Но не было при Аннушке Амелькиной коромысла, да и руки ей на всякий случай связали.
Патифон Финадеич, противу ожидания, не разгневался, но умилительно улыбнулся:
— Огонь-девка! Зелье-красавица! Такая царица и нужна в царстве нашем! Твёрдая, неуступчивая, чтобы все боялись! Кроме меня, конечно. А что я тебя маленько постарше буду — так это не беда! Лекари говорят, что от зрелого мужчины и молодой девицы дети на редкость удачные выходят. Стерпится — слюбится. Ещё и спасибо скажешь да повторить попросишь. А кроме того, выписал я из Ватикана особого мастера-молодильщика. Он мне кожу на лице подрежет, на затылок натянет, в узелок завяжет — и я словно двадцать годов сброшу! Все в Ватикании так делают — и кардиналы, и легаты, и нунции. Вражескую науку обратим на пользу Отечеству!

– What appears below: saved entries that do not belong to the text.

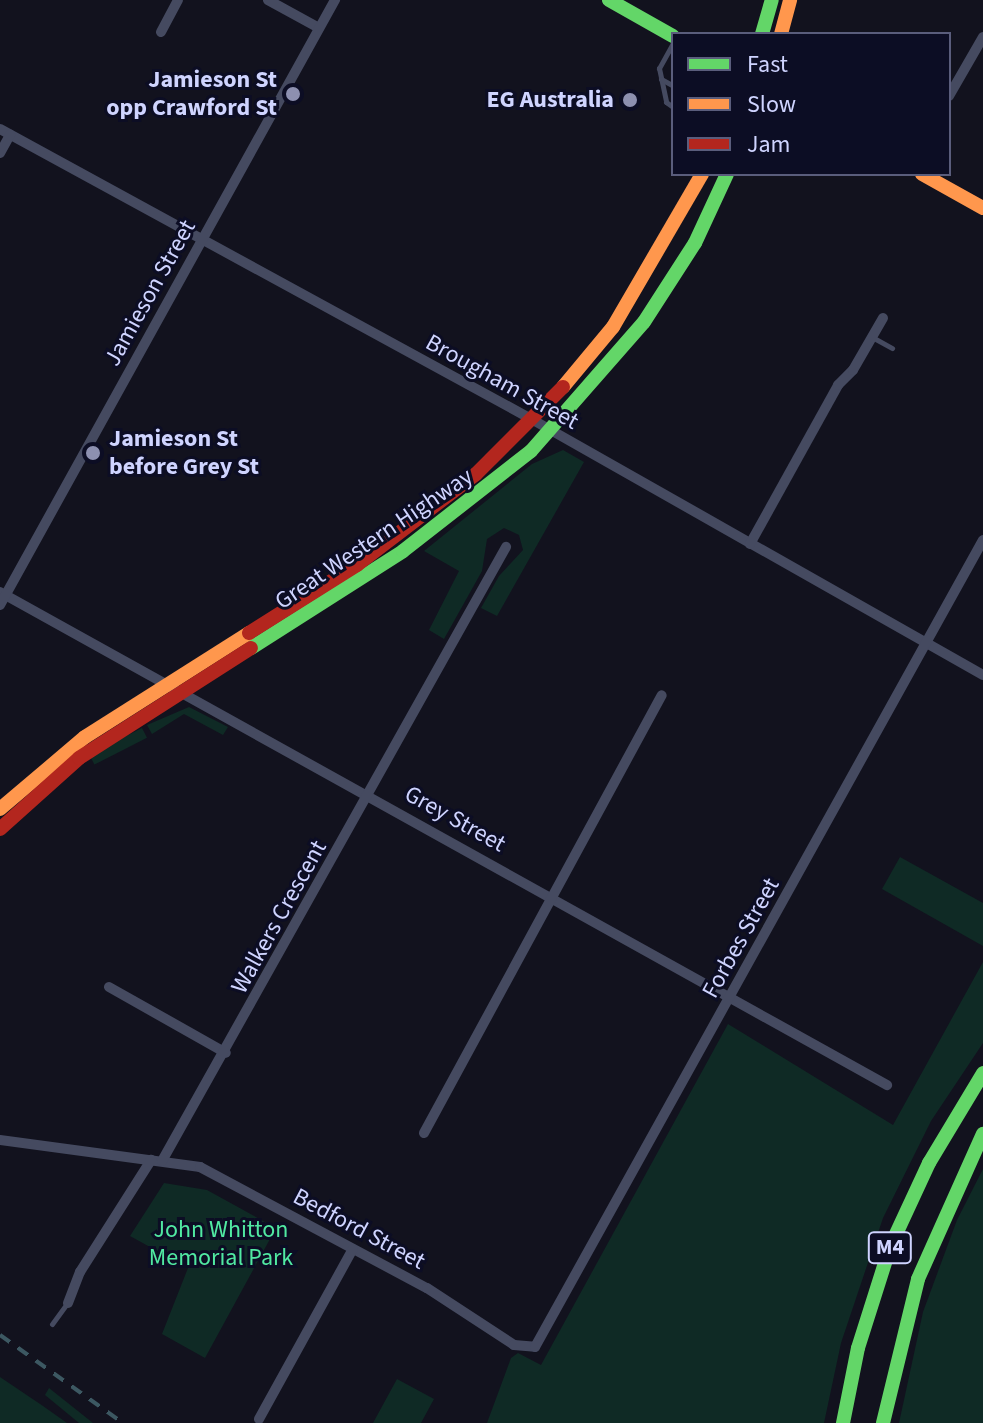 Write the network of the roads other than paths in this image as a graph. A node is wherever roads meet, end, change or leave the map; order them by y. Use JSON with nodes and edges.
{"nodes":[{"id":1,"x":178,"y":0,"type":"edge"},
{"id":2,"x":268,"y":0,"type":"edge"},
{"id":3,"x":335,"y":0,"type":"edge"},
{"id":4,"x":609,"y":0,"type":"edge"},
{"id":5,"x":772,"y":0,"type":"edge"},
{"id":6,"x":790,"y":0,"type":"edge"},
{"id":7,"x":319,"y":28,"type":"junction"},
{"id":8,"x":161,"y":32,"type":"dead end"},
{"id":9,"x":763,"y":32,"type":"edge"},
{"id":10,"x":782,"y":32,"type":"edge"},
{"id":11,"x":671,"y":35,"type":"edge"},
{"id":12,"x":983,"y":37,"type":"edge"},
{"id":13,"x":671,"y":46,"type":"edge"},
{"id":14,"x":663,"y":60,"type":"junction"},
{"id":15,"x":671,"y":65,"type":"edge"},
{"id":16,"x":661,"y":79,"type":"junction"},
{"id":17,"x":671,"y":84,"type":"edge"},
{"id":18,"x":951,"y":93,"type":"edge"},
{"id":19,"x":671,"y":106,"type":"edge"},
{"id":20,"x":5,"y":132,"type":"edge"},
{"id":21,"x":0,"y":153,"type":"edge"},
{"id":22,"x":701,"y":176,"type":"edge"},
{"id":23,"x":726,"y":176,"type":"edge"},
{"id":24,"x":735,"y":176,"type":"edge"},
{"id":25,"x":926,"y":176,"type":"edge"},
{"id":26,"x":718,"y":196,"type":"junction"},
{"id":27,"x":983,"y":208,"type":"edge"},
{"id":28,"x":201,"y":241,"type":"junction"},
{"id":29,"x":883,"y":318,"type":"dead end"},
{"id":30,"x":872,"y":337,"type":"junction"},
{"id":31,"x":892,"y":348,"type":"dead end"},
{"id":32,"x":533,"y":420,"type":"junction"},
{"id":33,"x":550,"y":431,"type":"junction"},
{"id":34,"x":983,"y":540,"type":"edge"},
{"id":35,"x":750,"y":544,"type":"junction"},
{"id":36,"x":506,"y":547,"type":"dead end"},
{"id":37,"x":2,"y":598,"type":"edge"},
{"id":38,"x":926,"y":642,"type":"junction"},
{"id":39,"x":983,"y":675,"type":"edge"},
{"id":40,"x":167,"y":684,"type":"junction"},
{"id":41,"x":182,"y":691,"type":"junction"},
{"id":42,"x":662,"y":695,"type":"dead end"},
{"id":43,"x":369,"y":795,"type":"junction"},
{"id":44,"x":0,"y":809,"type":"edge"},
{"id":45,"x":0,"y":829,"type":"edge"},
{"id":46,"x":555,"y":898,"type":"junction"},
{"id":47,"x":109,"y":987,"type":"dead end"},
{"id":48,"x":732,"y":996,"type":"junction"},
{"id":49,"x":226,"y":1053,"type":"junction"},
{"id":50,"x":983,"y":1073,"type":"edge"},
{"id":51,"x":887,"y":1085,"type":"dead end"},
{"id":52,"x":424,"y":1133,"type":"dead end"},
{"id":53,"x":983,"y":1134,"type":"edge"},
{"id":54,"x":0,"y":1140,"type":"edge"},
{"id":55,"x":156,"y":1160,"type":"junction"},
{"id":56,"x":353,"y":1249,"type":"junction"},
{"id":57,"x":68,"y":1303,"type":"joint"},
{"id":58,"x":52,"y":1324,"type":"dead end"},
{"id":59,"x":529,"y":1349,"type":"joint"},
{"id":60,"x":259,"y":1421,"type":"edge"},
{"id":61,"x":843,"y":1423,"type":"edge"},
{"id":62,"x":883,"y":1423,"type":"edge"}],
"edges":[{"from":1,"to":8,"type":"street"},
{"from":2,"to":7,"type":"street"},
{"from":3,"to":7,"type":"street","name":"Jamieson Street"},
{"from":4,"to":11,"type":"main road"},
{"from":5,"to":9,"type":"main road"},
{"from":6,"to":10,"type":"main road"},
{"from":7,"to":28,"type":"street","name":"Jamieson Street"},
{"from":12,"to":18,"type":"street"},
{"from":13,"to":14,"type":"lane"},
{"from":14,"to":15,"type":"lane"},
{"from":14,"to":16,"type":"lane"},
{"from":16,"to":17,"type":"lane"},
{"from":16,"to":19,"type":"lane"},
{"from":20,"to":21,"type":"street"},
{"from":20,"to":28,"type":"street","name":"Brougham Street"},
{"from":22,"to":32,"type":"main road","name":"Great Western Highway"},
{"from":23,"to":26,"type":"main road","name":"Great Western Highway"},
{"from":24,"to":26,"type":"main road"},
{"from":25,"to":27,"type":"main road"},
{"from":26,"to":33,"type":"main road","name":"Great Western Highway"},
{"from":28,"to":32,"type":"street","name":"Brougham Street"},
{"from":28,"to":37,"type":"street","name":"Jamieson Street"},
{"from":29,"to":30,"type":"street"},
{"from":30,"to":31,"type":"lane"},
{"from":30,"to":35,"type":"street"},
{"from":32,"to":33,"type":"street","name":"Brougham Street"},
{"from":32,"to":40,"type":"main road","name":"Great Western Highway"},
{"from":33,"to":35,"type":"street","name":"Brougham Street"},
{"from":33,"to":41,"type":"main road","name":"Great Western Highway"},
{"from":34,"to":38,"type":"street","name":"Forbes Street"},
{"from":35,"to":38,"type":"street","name":"Brougham Street"},
{"from":36,"to":43,"type":"street","name":"Walkers Crescent"},
{"from":37,"to":40,"type":"street","name":"Grey Street"},
{"from":38,"to":39,"type":"street","name":"Brougham Street"},
{"from":38,"to":48,"type":"street","name":"Forbes Street"},
{"from":40,"to":41,"type":"street","name":"Grey Street"},
{"from":40,"to":44,"type":"main road","name":"Great Western Highway"},
{"from":41,"to":43,"type":"street","name":"Grey Street"},
{"from":41,"to":45,"type":"main road","name":"Great Western Highway"},
{"from":42,"to":46,"type":"street"},
{"from":43,"to":46,"type":"street","name":"Grey Street"},
{"from":43,"to":49,"type":"street","name":"Walkers Crescent"},
{"from":46,"to":48,"type":"street","name":"Grey Street"},
{"from":46,"to":52,"type":"street"},
{"from":47,"to":49,"type":"street"},
{"from":48,"to":51,"type":"street","name":"Grey Street"},
{"from":48,"to":59,"type":"street","name":"Forbes Street"},
{"from":49,"to":55,"type":"street","name":"Walkers Crescent"},
{"from":50,"to":61,"type":"main road","number":"M4"},
{"from":53,"to":62,"type":"main road","number":"M4"},
{"from":54,"to":55,"type":"street"},
{"from":55,"to":56,"type":"street","name":"Bedford Street"},
{"from":55,"to":57,"type":"street","name":"Walkers Crescent"},
{"from":56,"to":59,"type":"street","name":"Bedford Street"},
{"from":56,"to":60,"type":"street"},
{"from":57,"to":58,"type":"lane"}]}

Но не порадовала Аннушку возможность выйти за подтянутого красавца.
— Тебя, дедушка, не на роже, а в другом месте подтягивать надобно. Только, боюсь, и целый полк того не в состоянии сделать: про нестолиху твою всему миру известно! Семью канатами не подымешь!
Такие слова для всякого мужчины — что пинок промеж ног. Но только не для царя. Патифон Финадеич продолжал улыбаться.
— Верно ты, красавица, печёшься о здоровье моём и силе. О будущем мыслишь, в завтрашний день заглядываешь! За это люблю тебя ещё крепче и выбор свой верным полагаю! Обо всём я позаботился! Везут, везут мне из Ватикана особую горькую пилюльку: проглочу её, и помолодею не только лицом, а и всем остальным добром! Тебе подруги да фрейлины завидовать станут, и понесёшь ты с первой же ночи, мне и всему народу на радость...
— Может, и понесу, — неожиданно согласилась царская невеста. — Тебя понесу из опочивальни, дохленького. Присплю я тебя, как младенчика... Тут уж точно будет народу радость!
От этого в государе и кончилась всякая умилительность.
— Дура деревенская! — завизжал он. — Блаженства своего не понимаешь! Верно говорят, что народ к счастью железной метлой надо подгонять. Вот отдам тебя моим молодцам...
— Ладно, — сказала красавица. — У молодцев, может, чего и получится, хотя и в этом я сильно сомневаюсь...
Она пнула пёстрым лаптем валявшегося рядом стражника.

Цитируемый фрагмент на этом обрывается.